# BRIEF
Word for word, repeat every record.

# THE RECORDS
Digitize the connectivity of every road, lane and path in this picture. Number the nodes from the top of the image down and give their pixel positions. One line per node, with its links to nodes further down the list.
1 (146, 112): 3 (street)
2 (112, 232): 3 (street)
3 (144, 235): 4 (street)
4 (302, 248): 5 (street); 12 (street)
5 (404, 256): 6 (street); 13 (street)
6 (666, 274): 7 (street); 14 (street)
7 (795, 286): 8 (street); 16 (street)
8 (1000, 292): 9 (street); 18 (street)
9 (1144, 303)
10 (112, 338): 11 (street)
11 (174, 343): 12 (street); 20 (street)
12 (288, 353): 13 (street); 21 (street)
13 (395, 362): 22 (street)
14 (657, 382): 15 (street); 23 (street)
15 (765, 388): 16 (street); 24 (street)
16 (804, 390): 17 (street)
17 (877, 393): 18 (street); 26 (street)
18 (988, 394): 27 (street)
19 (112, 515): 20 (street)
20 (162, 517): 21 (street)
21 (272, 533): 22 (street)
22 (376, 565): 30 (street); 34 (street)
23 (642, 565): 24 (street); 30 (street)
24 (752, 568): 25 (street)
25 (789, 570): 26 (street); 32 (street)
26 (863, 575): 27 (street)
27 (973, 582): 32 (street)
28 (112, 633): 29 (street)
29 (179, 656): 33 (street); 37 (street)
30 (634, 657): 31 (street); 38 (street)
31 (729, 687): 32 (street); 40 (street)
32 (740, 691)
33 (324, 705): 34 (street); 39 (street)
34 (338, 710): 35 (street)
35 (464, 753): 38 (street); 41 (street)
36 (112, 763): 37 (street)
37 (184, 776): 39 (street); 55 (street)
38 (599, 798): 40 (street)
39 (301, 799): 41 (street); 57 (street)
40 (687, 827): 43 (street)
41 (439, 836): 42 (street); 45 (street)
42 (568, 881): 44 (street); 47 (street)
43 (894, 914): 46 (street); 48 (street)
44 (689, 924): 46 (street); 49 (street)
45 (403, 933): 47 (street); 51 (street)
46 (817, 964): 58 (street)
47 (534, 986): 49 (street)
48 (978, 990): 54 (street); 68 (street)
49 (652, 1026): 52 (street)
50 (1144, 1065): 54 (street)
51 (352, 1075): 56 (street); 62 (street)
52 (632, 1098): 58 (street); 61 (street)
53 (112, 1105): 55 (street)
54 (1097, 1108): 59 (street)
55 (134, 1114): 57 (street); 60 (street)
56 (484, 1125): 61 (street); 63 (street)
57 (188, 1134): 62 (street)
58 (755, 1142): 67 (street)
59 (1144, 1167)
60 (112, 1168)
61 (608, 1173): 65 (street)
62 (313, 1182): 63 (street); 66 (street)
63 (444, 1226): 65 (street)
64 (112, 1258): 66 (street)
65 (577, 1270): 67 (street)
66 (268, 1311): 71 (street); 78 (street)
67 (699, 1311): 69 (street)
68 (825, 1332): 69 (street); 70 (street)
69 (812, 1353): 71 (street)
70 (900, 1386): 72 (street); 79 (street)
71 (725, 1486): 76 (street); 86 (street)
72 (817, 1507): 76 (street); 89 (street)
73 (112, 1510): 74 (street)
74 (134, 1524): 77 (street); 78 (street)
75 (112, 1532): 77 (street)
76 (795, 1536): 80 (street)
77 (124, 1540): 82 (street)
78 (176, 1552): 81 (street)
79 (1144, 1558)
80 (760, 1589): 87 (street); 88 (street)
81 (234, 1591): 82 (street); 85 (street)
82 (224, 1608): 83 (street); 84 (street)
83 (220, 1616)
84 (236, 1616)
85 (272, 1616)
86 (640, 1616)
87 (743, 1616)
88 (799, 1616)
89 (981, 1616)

# RESULT OF THE EXERCISE
Digitize the connectivity of every road, lane and path in this picture. Number the nodes from the top of the image down and give their pixel positions. One line per node, with its links to nodes further down the list.
1 (146, 112): 3 (street)
2 (112, 232): 3 (street)
3 (144, 235): 4 (street)
4 (302, 248): 5 (street); 12 (street)
5 (404, 256): 6 (street); 13 (street)
6 (666, 274): 7 (street); 14 (street)
7 (795, 286): 8 (street); 16 (street)
8 (1000, 292): 9 (street); 18 (street)
9 (1144, 303)
10 (112, 338): 11 (street)
11 (174, 343): 12 (street); 20 (street)
12 (288, 353): 13 (street); 21 (street)
13 (395, 362): 22 (street)
14 (657, 382): 15 (street); 23 (street)
15 (765, 388): 16 (street); 24 (street)
16 (804, 390): 17 (street)
17 (877, 393): 18 (street); 26 (street)
18 (988, 394): 27 (street)
19 (112, 515): 20 (street)
20 (162, 517): 21 (street)
21 (272, 533): 22 (street)
22 (376, 565): 30 (street); 34 (street)
23 (642, 565): 24 (street); 30 (street)
24 (752, 568): 25 (street)
25 (789, 570): 26 (street); 32 (street)
26 (863, 575): 27 (street)
27 (973, 582): 32 (street)
28 (112, 633): 29 (street)
29 (179, 656): 33 (street); 37 (street)
30 (634, 657): 31 (street); 38 (street)
31 (729, 687): 32 (street); 40 (street)
32 (740, 691)
33 (324, 705): 34 (street); 39 (street)
34 (338, 710): 35 (street)
35 (464, 753): 38 (street); 41 (street)
36 (112, 763): 37 (street)
37 (184, 776): 39 (street); 55 (street)
38 (599, 798): 40 (street)
39 (301, 799): 41 (street); 57 (street)
40 (687, 827): 43 (street)
41 (439, 836): 42 (street); 45 (street)
42 (568, 881): 44 (street); 47 (street)
43 (894, 914): 46 (street); 48 (street)
44 (689, 924): 46 (street); 49 (street)
45 (403, 933): 47 (street); 51 (street)
46 (817, 964): 58 (street)
47 (534, 986): 49 (street)
48 (978, 990): 54 (street); 68 (street)
49 (652, 1026): 52 (street)
50 (1144, 1065): 54 (street)
51 (352, 1075): 56 (street); 62 (street)
52 (632, 1098): 58 (street); 61 (street)
53 (112, 1105): 55 (street)
54 (1097, 1108): 59 (street)
55 (134, 1114): 57 (street); 60 (street)
56 (484, 1125): 61 (street); 63 (street)
57 (188, 1134): 62 (street)
58 (755, 1142): 67 (street)
59 (1144, 1167)
60 (112, 1168)
61 (608, 1173): 65 (street)
62 (313, 1182): 63 (street); 66 (street)
63 (444, 1226): 65 (street)
64 (112, 1258): 66 (street)
65 (577, 1270): 67 (street)
66 (268, 1311): 71 (street); 78 (street)
67 (699, 1311): 69 (street)
68 (825, 1332): 69 (street); 70 (street)
69 (812, 1353): 71 (street)
70 (900, 1386): 72 (street); 79 (street)
71 (725, 1486): 76 (street); 86 (street)
72 (817, 1507): 76 (street); 89 (street)
73 (112, 1510): 74 (street)
74 (134, 1524): 77 (street); 78 (street)
75 (112, 1532): 77 (street)
76 (795, 1536): 80 (street)
77 (124, 1540): 82 (street)
78 (176, 1552): 81 (street)
79 (1144, 1558)
80 (760, 1589): 87 (street); 88 (street)
81 (234, 1591): 82 (street); 85 (street)
82 (224, 1608): 83 (street); 84 (street)
83 (220, 1616)
84 (236, 1616)
85 (272, 1616)
86 (640, 1616)
87 (743, 1616)
88 (799, 1616)
89 (981, 1616)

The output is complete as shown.